**RECORDS FOR THE EXERCISE**
============================================================

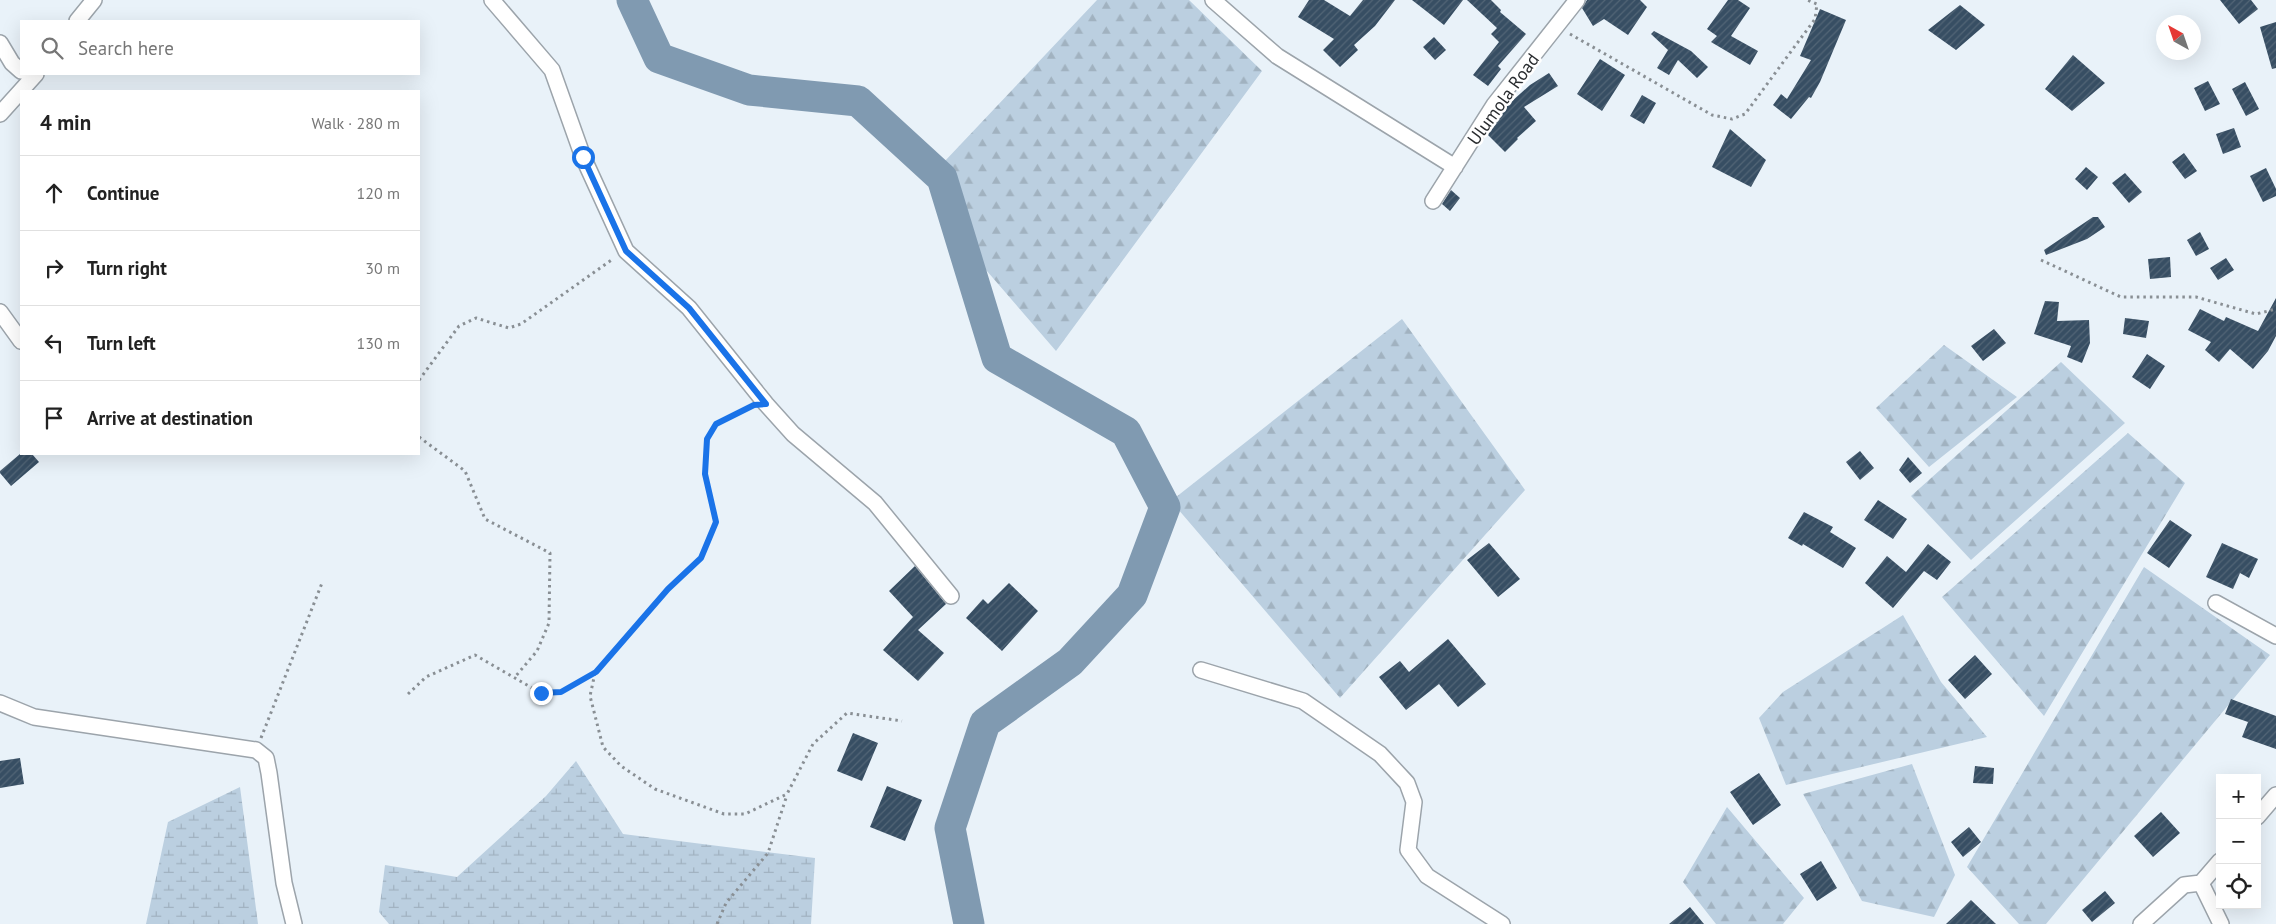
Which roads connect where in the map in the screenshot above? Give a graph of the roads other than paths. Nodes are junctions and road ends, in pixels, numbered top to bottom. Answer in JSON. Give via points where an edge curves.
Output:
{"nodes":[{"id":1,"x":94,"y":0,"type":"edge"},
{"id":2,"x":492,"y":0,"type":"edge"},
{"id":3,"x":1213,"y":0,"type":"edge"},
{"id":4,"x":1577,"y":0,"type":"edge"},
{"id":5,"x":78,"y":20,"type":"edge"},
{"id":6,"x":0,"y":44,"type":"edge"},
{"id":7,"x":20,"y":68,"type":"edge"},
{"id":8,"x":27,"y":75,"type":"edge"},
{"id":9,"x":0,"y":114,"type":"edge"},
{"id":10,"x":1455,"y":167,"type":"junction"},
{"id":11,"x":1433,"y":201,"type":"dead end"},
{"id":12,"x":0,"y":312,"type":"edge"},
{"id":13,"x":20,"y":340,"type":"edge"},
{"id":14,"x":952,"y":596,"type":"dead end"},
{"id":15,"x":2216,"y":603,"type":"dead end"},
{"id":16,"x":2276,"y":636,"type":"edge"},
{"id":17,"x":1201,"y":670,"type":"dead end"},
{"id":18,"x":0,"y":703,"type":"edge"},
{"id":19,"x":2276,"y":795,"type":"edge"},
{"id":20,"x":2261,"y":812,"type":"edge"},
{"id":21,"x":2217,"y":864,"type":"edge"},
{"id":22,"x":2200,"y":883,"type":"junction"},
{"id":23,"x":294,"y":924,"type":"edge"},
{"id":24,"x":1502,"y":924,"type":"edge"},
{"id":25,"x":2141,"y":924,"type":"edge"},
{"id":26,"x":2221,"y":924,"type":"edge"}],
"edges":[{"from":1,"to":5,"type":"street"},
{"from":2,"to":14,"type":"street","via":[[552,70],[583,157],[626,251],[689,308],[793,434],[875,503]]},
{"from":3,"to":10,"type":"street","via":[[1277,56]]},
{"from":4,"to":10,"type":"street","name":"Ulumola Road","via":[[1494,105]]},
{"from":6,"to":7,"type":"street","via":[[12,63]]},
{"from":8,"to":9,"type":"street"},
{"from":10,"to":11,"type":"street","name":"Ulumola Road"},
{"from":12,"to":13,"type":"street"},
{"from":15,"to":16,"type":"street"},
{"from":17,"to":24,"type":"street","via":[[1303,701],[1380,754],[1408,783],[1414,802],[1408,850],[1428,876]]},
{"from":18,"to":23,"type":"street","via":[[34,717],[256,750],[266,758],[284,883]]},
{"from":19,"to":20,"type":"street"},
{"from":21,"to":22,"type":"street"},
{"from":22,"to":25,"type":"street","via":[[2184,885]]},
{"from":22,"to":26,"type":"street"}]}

============================================================

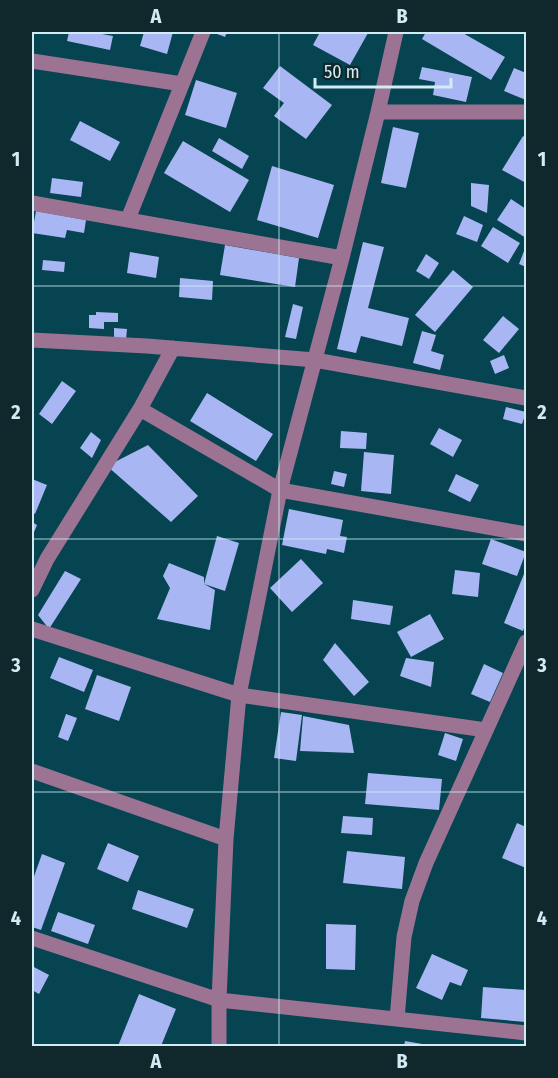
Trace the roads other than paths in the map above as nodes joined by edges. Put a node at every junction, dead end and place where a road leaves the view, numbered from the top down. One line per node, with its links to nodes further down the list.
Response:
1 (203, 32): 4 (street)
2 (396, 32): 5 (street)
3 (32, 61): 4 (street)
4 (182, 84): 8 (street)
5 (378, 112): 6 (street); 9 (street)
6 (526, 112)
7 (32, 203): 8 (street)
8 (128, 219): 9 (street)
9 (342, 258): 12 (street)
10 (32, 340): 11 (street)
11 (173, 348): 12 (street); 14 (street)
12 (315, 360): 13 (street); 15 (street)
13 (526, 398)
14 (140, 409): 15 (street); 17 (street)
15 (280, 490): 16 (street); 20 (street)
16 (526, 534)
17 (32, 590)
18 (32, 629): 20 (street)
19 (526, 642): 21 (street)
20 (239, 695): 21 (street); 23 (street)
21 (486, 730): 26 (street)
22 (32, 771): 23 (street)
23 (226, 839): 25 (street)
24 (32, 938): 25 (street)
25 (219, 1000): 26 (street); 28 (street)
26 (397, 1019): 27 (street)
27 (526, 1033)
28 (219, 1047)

============================================================

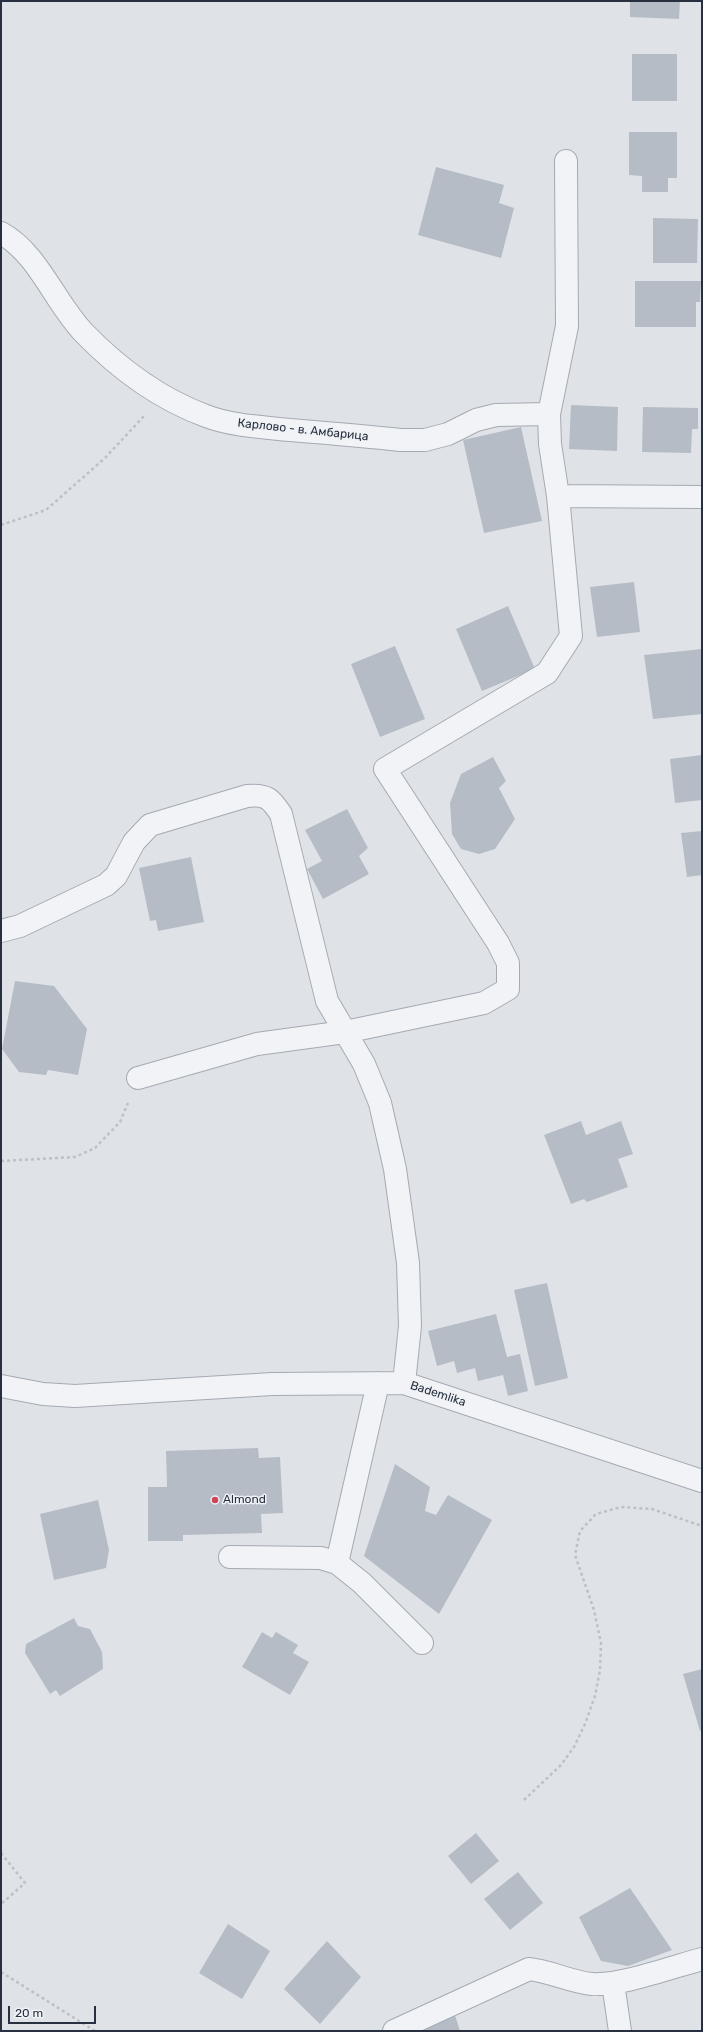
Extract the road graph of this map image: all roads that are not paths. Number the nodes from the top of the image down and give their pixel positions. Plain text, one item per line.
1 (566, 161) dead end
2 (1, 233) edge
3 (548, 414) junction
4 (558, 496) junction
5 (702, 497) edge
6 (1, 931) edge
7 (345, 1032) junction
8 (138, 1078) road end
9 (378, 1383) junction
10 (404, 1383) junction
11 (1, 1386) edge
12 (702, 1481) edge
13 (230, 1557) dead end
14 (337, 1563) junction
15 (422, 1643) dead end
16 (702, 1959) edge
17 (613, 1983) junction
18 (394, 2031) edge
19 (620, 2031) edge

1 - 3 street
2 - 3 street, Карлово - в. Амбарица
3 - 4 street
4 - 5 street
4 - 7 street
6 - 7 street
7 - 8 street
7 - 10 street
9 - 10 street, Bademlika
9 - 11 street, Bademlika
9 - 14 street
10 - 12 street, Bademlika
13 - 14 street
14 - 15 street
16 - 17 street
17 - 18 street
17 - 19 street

============================================================

**WHAT THE TASK ASKS**
Every line above that has the string "other" needs to be copied.

**WORKED SOLUTION**
Which roads connect where in the map in the screenshot above? Give a graph of the roads other than paths. Nodes are junctions and road ends, in pixels, numbered top to bottom. Answer in JSON. Give via points where an edge curves.
Trace the roads other than paths in the map above as nodes joined by edges. Put a node at every junction, dead end and place where a road leaves the view, numbered from the top down. One line per node, with its links to nodes further down the list.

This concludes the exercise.